Required work →
The reply must contain exactly the lines below from the one with "thumb tip: (1412, 505)" down to the one with "middle mcp: (90, 114)", both included, and nothing more; please omit the pictures.

+ + + +

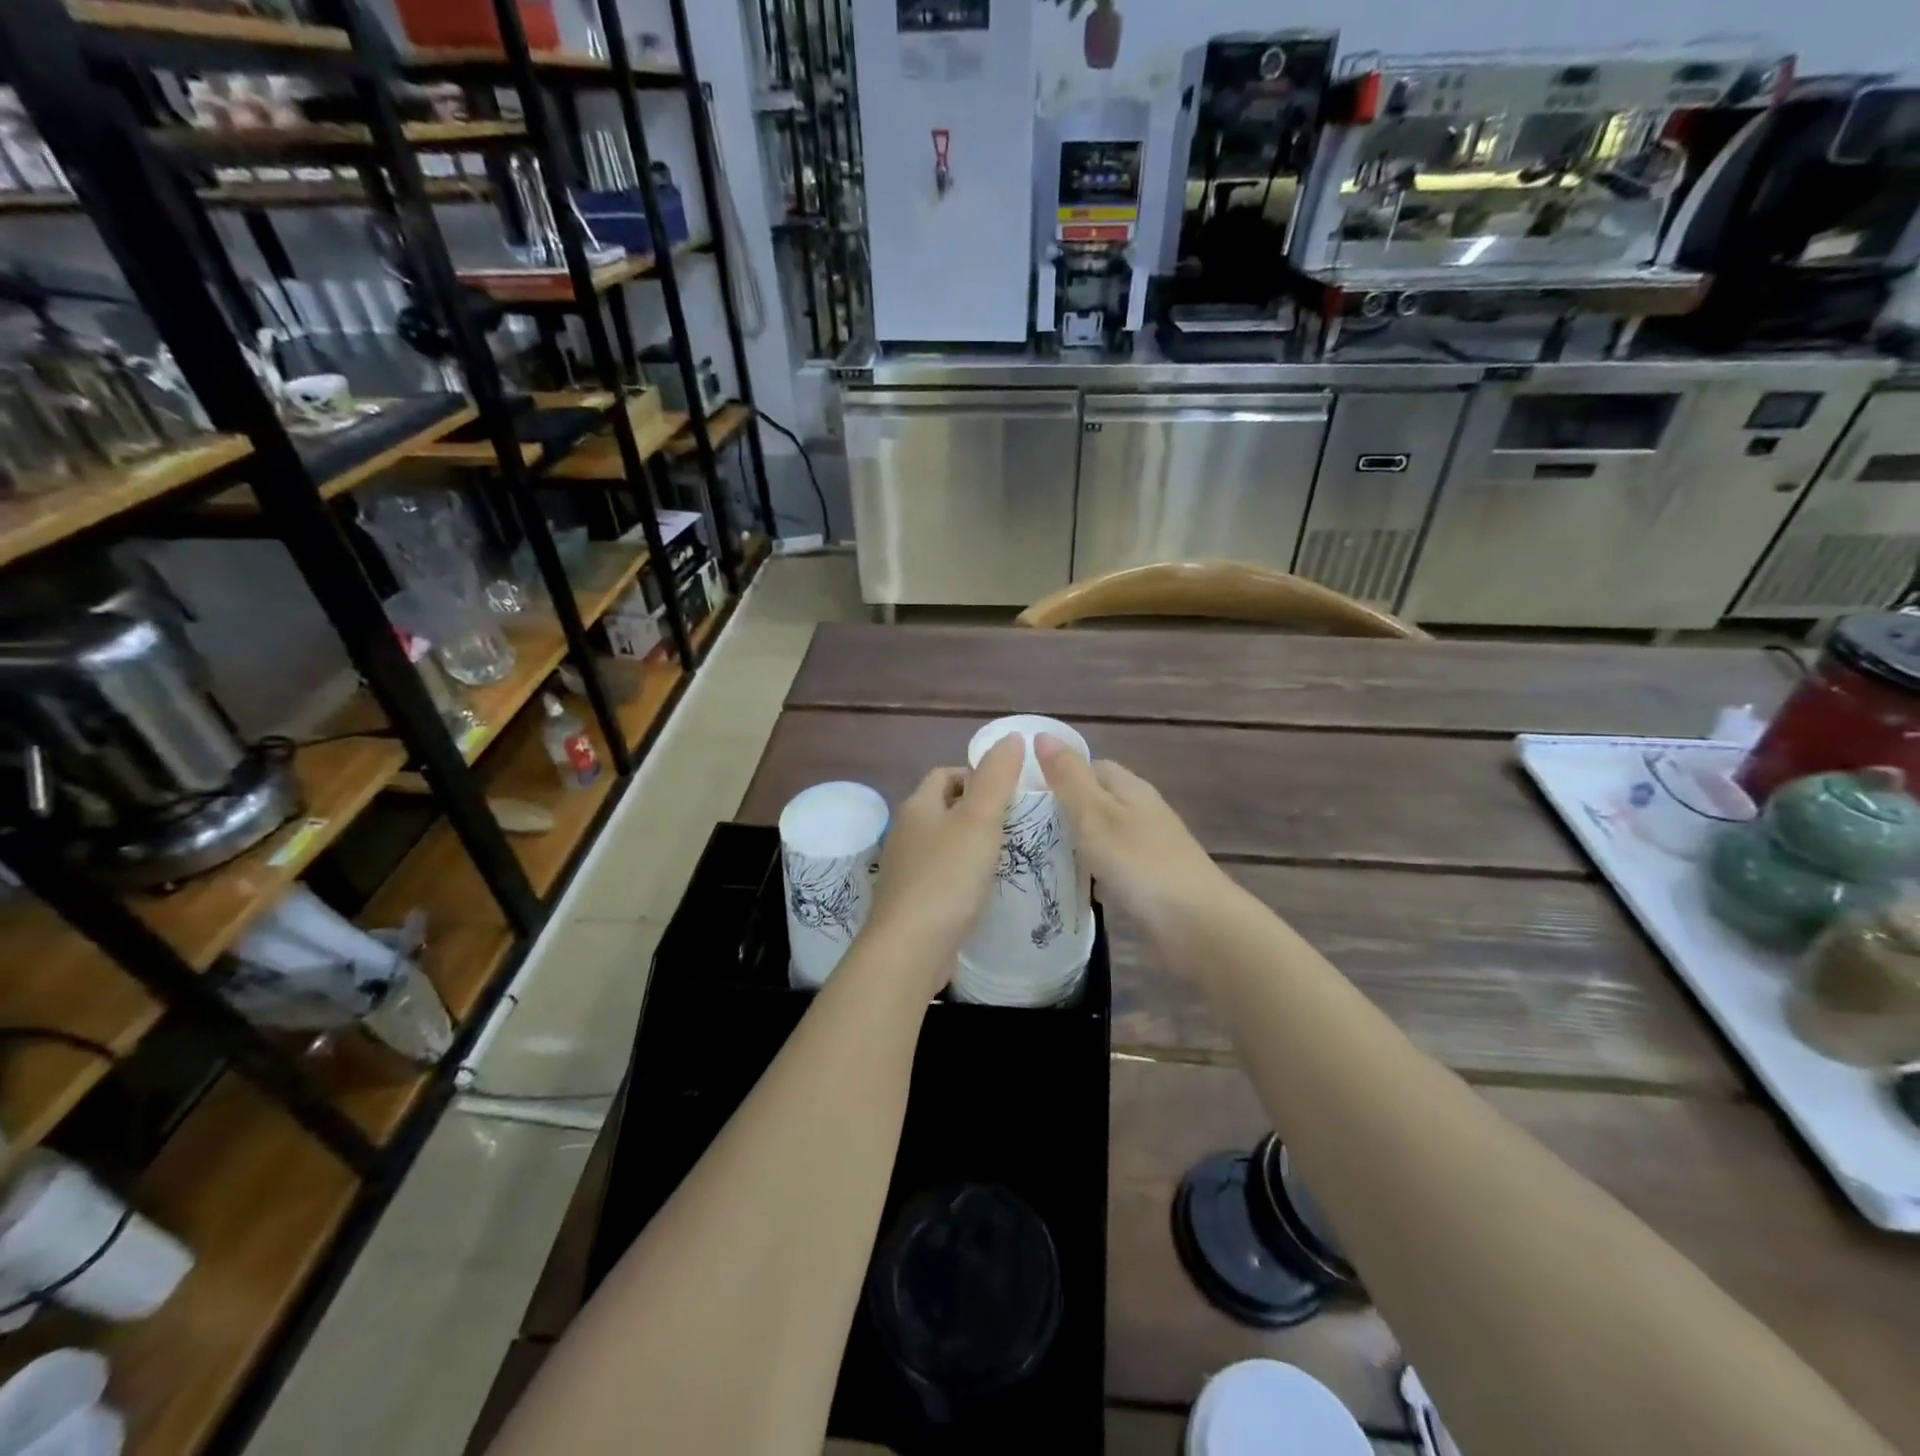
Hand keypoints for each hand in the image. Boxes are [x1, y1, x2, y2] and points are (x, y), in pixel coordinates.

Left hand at [862, 735, 1024, 992]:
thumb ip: (996, 777)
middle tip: (1014, 823)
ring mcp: (905, 868)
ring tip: (1006, 855)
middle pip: (943, 808)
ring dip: (970, 843)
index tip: (1009, 793)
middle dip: (976, 810)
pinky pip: (941, 874)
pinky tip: (983, 889)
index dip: (976, 775)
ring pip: (943, 843)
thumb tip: (1011, 737)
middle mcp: (906, 832)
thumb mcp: (979, 819)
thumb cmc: (948, 876)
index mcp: (918, 806)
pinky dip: (962, 874)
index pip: (946, 774)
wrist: (911, 947)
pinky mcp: (912, 900)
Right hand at [1035, 735, 1230, 952]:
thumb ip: (1068, 777)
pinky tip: (1075, 889)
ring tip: (1038, 858)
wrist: (1197, 924)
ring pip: (1105, 836)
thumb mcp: (1094, 814)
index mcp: (1130, 788)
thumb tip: (1043, 735)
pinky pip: (1114, 867)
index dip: (1059, 774)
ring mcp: (1151, 848)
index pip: (1091, 766)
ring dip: (1078, 844)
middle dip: (1065, 811)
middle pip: (1098, 801)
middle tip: (1025, 829)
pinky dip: (1093, 873)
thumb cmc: (1139, 863)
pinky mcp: (1152, 882)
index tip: (1026, 794)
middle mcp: (1143, 812)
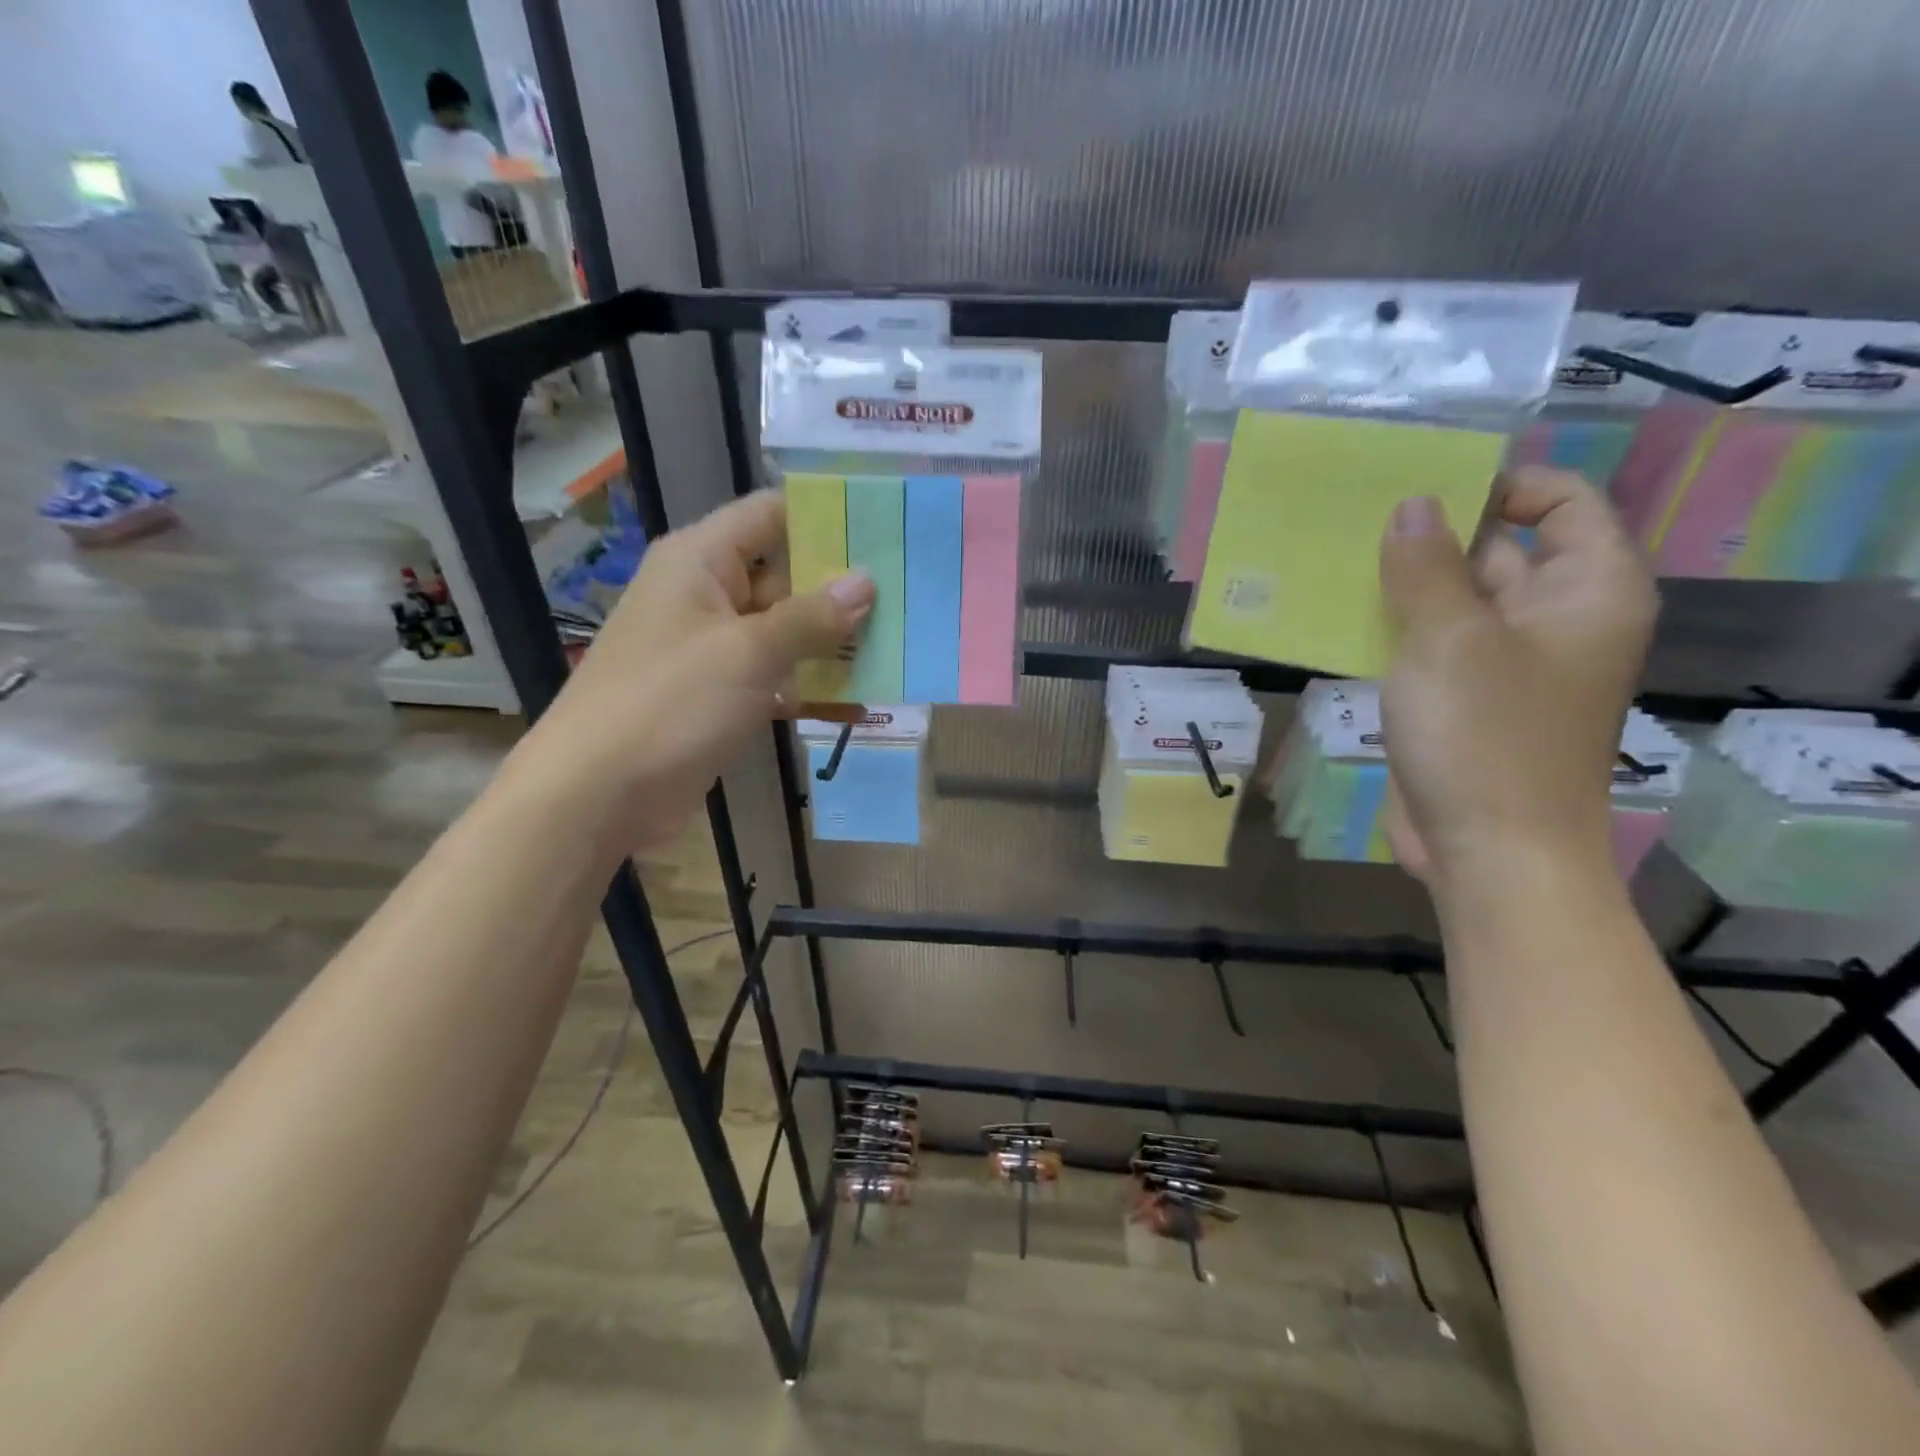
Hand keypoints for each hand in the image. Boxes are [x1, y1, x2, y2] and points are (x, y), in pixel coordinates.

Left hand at [518, 491, 873, 852]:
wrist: (598, 794)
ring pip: (785, 632)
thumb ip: (811, 617)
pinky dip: (810, 688)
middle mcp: (707, 595)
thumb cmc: (670, 704)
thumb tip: (866, 582)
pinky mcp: (720, 695)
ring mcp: (714, 649)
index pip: (771, 515)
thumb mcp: (748, 653)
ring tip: (899, 647)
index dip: (825, 517)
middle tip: (909, 596)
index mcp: (701, 561)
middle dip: (842, 589)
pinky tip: (860, 705)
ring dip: (832, 643)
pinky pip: (775, 677)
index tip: (885, 530)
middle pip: (785, 575)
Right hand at [1379, 468, 1657, 889]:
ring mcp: (1506, 664)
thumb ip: (1427, 565)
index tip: (1421, 486)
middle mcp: (1556, 619)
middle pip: (1500, 550)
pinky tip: (1339, 619)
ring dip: (1404, 585)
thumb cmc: (1484, 736)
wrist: (1489, 852)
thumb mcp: (1449, 638)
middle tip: (1356, 517)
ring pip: (1455, 602)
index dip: (1499, 485)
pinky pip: (1432, 647)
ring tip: (1335, 561)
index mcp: (1588, 590)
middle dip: (1433, 534)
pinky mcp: (1465, 701)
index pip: (1560, 503)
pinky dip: (1394, 630)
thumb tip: (1412, 505)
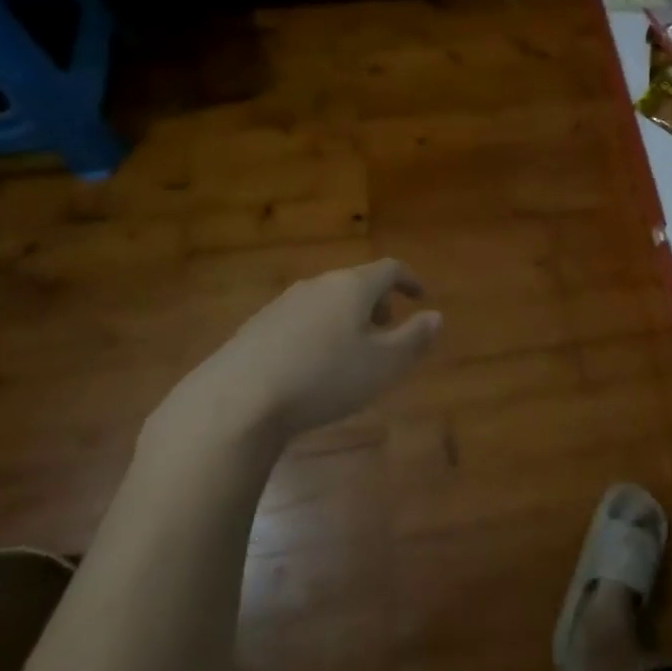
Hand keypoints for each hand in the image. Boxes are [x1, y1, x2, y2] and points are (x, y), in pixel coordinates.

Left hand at [141, 260, 440, 473]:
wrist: (235, 401)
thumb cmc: (324, 378)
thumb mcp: (385, 364)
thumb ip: (415, 338)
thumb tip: (435, 316)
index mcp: (352, 287)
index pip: (389, 269)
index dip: (409, 280)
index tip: (420, 296)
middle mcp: (317, 285)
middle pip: (356, 283)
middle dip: (378, 302)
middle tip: (389, 329)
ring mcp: (282, 304)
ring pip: (327, 301)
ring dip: (348, 318)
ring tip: (353, 351)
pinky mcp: (256, 327)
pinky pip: (302, 320)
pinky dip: (320, 332)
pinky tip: (313, 366)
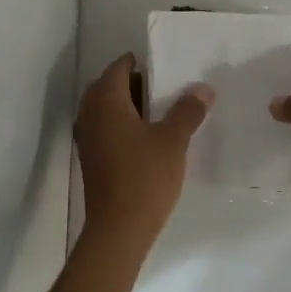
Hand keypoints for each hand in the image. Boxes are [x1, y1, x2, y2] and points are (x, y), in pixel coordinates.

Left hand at [74, 53, 211, 248]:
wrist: (119, 228)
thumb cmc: (145, 177)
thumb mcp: (173, 141)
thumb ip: (187, 111)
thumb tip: (202, 89)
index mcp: (106, 101)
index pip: (118, 68)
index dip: (140, 63)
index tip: (165, 65)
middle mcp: (90, 114)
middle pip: (110, 87)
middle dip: (136, 84)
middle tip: (167, 87)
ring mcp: (88, 138)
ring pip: (108, 110)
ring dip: (130, 106)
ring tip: (162, 111)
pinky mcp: (92, 159)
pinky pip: (107, 129)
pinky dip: (124, 125)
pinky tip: (150, 137)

+ + + +

Exercise result →
thumb tip: (1412, 505)
Hand keypoints for each hand in the image. Boxes are [x1, y1, x2, y2] and points are (x, y), in pixel coordinates.

Left hand at [141, 260, 440, 473]:
wrist: (235, 401)
thumb cmc: (324, 378)
thumb mcp: (385, 364)
thumb ip: (415, 338)
thumb tip: (435, 316)
index mcp: (352, 287)
index pip: (389, 269)
index dip: (409, 280)
index tip: (420, 296)
middle mcp: (317, 285)
middle pip: (356, 283)
middle dip: (378, 302)
middle tip: (389, 329)
ring mcp: (282, 304)
ring pip: (327, 301)
ring dip: (348, 318)
ring tip: (353, 351)
pinky mcp: (256, 327)
pinky pip: (302, 320)
pinky dip: (320, 332)
pinky tip: (313, 366)
Hand keypoints for each hand in the image. Boxes are [x1, y1, x2, y2] and points are (x, y), in pixel coordinates.

Left hand at [74, 53, 211, 248]:
wrist: (119, 228)
thumb cmc: (145, 177)
thumb mcp: (173, 141)
thumb ip: (187, 111)
thumb tip: (202, 89)
index mcp: (106, 101)
index pip: (118, 68)
index dip: (140, 63)
index tip: (165, 65)
middle mcp: (90, 114)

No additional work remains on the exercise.